▶ **Brief**
Each line of the listing that includes "Format" should be reported.

▶ **Extracted entries**
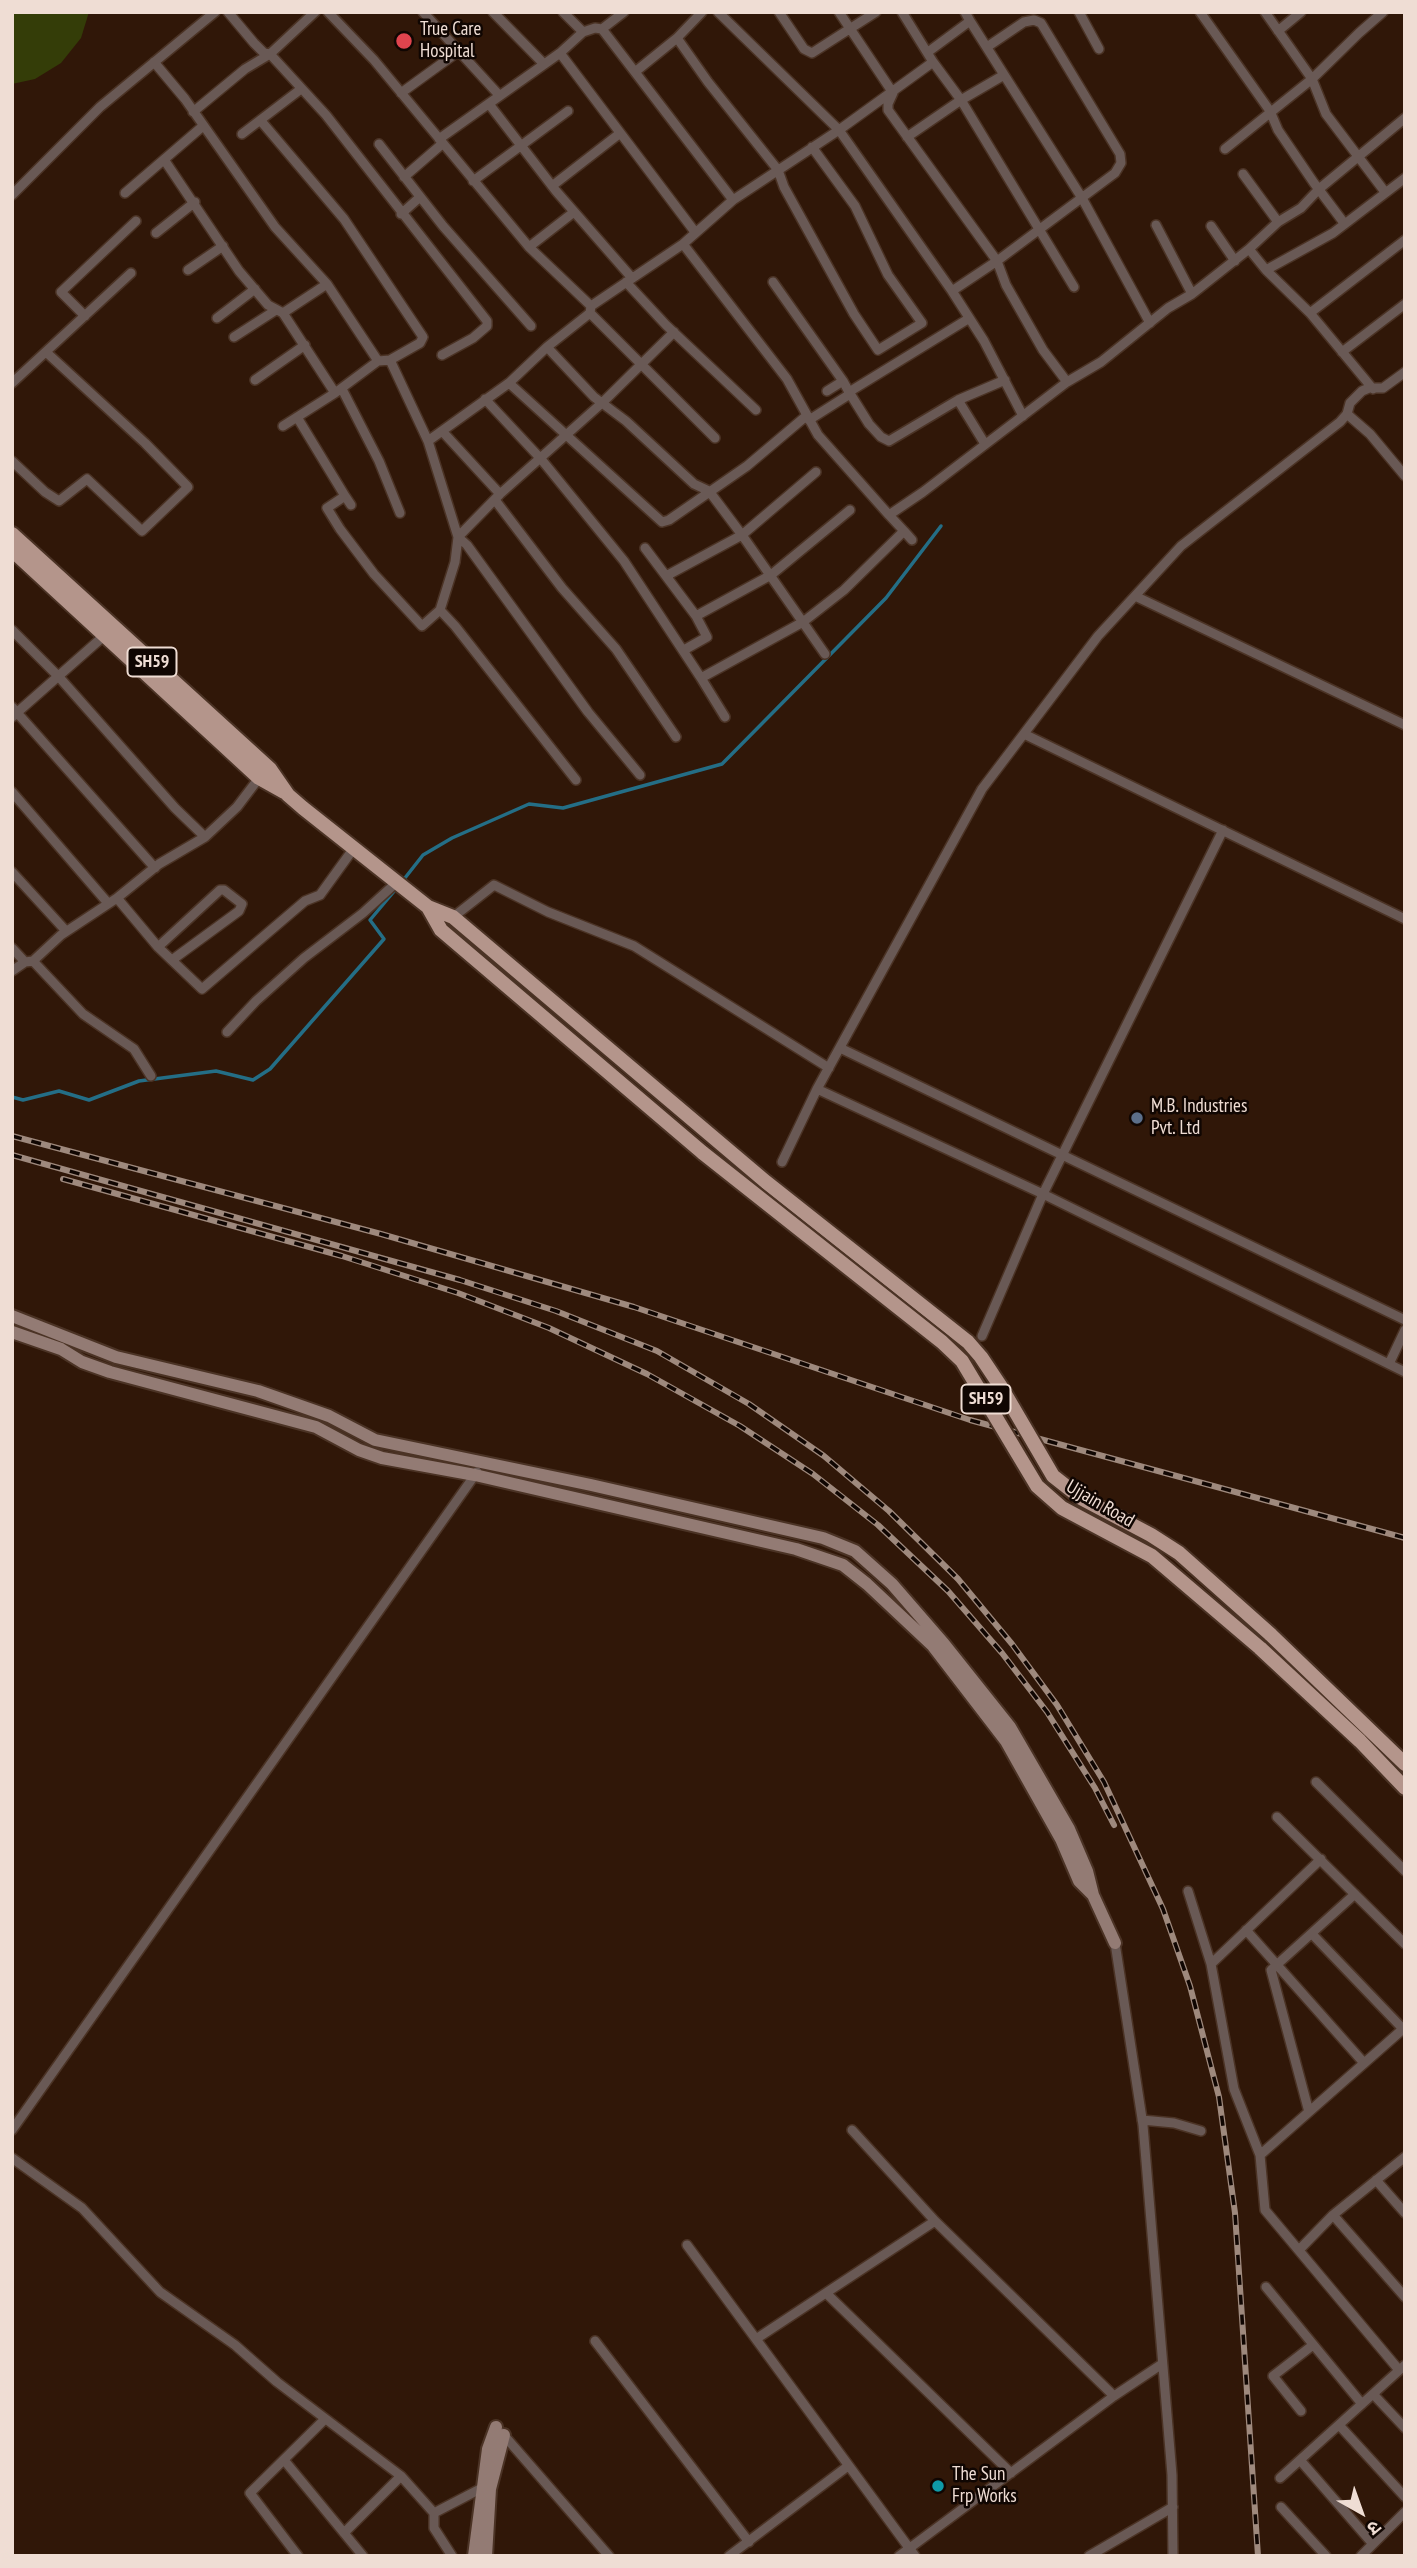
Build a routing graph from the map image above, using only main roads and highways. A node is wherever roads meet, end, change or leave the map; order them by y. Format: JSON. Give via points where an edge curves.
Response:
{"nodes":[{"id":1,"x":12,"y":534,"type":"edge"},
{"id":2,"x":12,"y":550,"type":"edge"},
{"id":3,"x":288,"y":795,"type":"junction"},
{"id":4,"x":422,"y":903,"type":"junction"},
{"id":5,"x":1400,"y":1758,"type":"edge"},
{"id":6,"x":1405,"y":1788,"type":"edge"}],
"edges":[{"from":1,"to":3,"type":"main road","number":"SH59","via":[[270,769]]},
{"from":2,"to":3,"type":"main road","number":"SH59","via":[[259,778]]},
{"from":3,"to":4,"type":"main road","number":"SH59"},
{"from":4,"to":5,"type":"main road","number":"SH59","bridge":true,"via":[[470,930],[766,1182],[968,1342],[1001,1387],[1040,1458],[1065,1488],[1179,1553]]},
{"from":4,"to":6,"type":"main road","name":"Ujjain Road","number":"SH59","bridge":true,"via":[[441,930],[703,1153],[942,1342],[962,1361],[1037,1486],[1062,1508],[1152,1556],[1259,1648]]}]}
---
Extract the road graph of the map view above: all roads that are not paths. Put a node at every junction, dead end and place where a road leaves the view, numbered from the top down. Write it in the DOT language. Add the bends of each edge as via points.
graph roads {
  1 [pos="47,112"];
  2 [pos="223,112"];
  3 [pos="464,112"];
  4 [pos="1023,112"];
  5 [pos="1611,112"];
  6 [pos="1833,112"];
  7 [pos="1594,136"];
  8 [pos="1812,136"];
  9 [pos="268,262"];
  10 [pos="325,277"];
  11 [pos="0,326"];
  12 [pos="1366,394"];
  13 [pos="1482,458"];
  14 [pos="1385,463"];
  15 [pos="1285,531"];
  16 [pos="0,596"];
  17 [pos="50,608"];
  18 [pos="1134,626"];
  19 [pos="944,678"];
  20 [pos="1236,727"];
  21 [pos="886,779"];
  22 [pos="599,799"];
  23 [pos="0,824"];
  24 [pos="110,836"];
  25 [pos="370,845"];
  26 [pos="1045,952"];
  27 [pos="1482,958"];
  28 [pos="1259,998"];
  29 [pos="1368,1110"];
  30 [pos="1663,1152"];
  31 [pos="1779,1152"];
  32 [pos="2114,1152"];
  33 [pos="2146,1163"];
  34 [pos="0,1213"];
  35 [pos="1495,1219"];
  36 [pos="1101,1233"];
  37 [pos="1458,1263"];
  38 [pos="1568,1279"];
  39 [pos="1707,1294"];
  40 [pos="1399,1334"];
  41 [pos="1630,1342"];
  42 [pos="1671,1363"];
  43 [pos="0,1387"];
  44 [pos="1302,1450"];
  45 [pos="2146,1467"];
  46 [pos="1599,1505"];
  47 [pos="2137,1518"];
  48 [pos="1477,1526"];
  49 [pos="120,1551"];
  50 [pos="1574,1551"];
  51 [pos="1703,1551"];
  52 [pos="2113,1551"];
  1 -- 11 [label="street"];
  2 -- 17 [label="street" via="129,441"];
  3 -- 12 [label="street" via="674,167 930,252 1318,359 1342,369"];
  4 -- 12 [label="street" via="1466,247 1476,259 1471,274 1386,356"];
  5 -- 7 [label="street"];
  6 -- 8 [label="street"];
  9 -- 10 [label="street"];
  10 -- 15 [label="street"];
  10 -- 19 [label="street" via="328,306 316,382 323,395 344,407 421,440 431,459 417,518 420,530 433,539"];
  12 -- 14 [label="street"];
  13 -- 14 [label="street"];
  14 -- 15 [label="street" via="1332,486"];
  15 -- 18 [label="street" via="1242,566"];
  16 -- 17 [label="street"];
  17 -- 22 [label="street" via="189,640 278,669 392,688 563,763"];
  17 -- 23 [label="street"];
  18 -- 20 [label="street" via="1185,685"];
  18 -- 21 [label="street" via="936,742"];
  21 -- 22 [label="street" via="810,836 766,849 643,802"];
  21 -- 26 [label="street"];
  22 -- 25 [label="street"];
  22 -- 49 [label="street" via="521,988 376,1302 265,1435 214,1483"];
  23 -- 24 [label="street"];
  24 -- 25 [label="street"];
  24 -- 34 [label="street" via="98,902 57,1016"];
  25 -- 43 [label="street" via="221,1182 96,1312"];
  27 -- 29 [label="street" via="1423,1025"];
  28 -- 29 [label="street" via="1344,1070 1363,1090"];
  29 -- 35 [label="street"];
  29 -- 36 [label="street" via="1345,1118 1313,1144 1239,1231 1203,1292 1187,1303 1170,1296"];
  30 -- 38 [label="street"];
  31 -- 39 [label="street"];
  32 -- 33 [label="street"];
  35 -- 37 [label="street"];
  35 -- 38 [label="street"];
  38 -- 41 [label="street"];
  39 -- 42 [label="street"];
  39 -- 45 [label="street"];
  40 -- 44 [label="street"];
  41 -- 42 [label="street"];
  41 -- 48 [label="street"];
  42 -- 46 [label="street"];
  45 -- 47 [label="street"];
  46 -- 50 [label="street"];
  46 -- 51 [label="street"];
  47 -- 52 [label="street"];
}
--
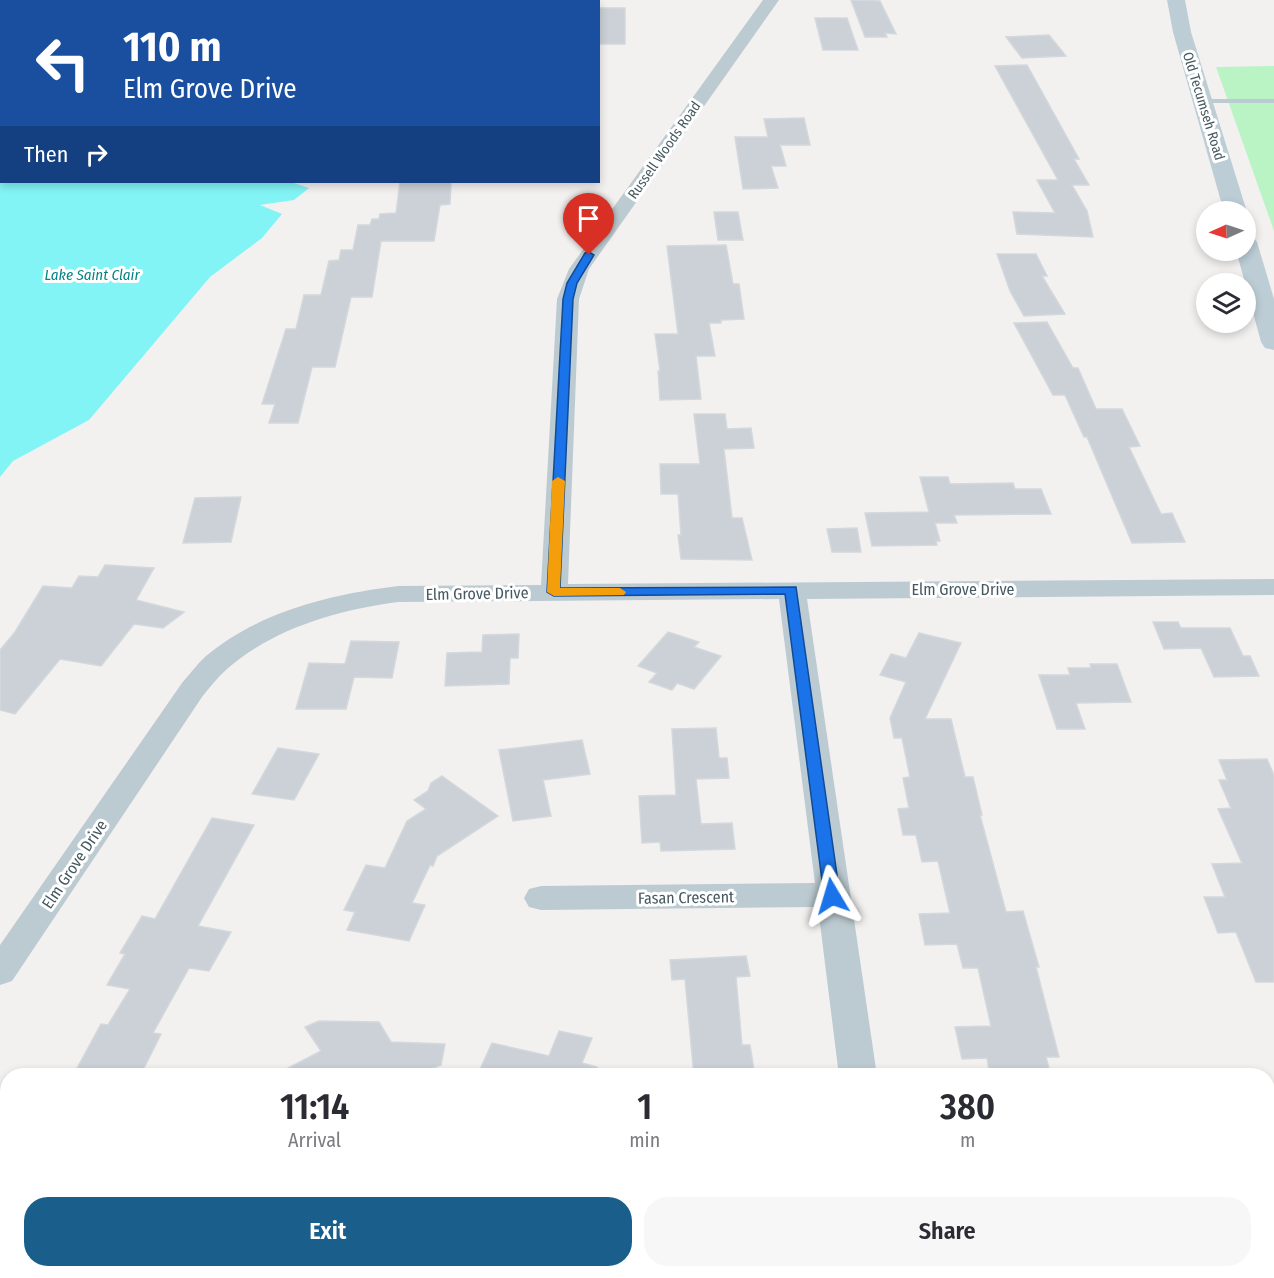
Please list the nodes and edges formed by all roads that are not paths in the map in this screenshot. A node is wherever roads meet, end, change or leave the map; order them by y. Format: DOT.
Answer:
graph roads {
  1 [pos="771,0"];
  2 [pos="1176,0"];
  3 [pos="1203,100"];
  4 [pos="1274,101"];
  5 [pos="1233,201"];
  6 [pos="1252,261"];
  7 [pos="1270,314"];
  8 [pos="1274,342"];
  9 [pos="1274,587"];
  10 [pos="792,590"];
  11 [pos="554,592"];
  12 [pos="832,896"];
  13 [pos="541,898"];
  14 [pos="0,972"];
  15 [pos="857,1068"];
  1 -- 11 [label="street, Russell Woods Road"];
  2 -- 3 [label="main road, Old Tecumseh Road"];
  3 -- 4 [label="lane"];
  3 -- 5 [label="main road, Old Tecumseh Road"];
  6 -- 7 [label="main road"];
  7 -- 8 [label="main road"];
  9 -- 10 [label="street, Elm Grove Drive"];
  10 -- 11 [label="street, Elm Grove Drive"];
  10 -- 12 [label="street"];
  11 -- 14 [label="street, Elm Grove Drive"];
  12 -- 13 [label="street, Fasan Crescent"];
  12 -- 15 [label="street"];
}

▶ **Response to this exercise**
Build a routing graph from the map image above, using only main roads and highways. A node is wherever roads meet, end, change or leave the map; order them by y. Format: JSON. Give via points where an edge curves.
Please list the nodes and edges formed by all roads that are not paths in the map in this screenshot. A node is wherever roads meet, end, change or leave the map; order them by y. Format: DOT.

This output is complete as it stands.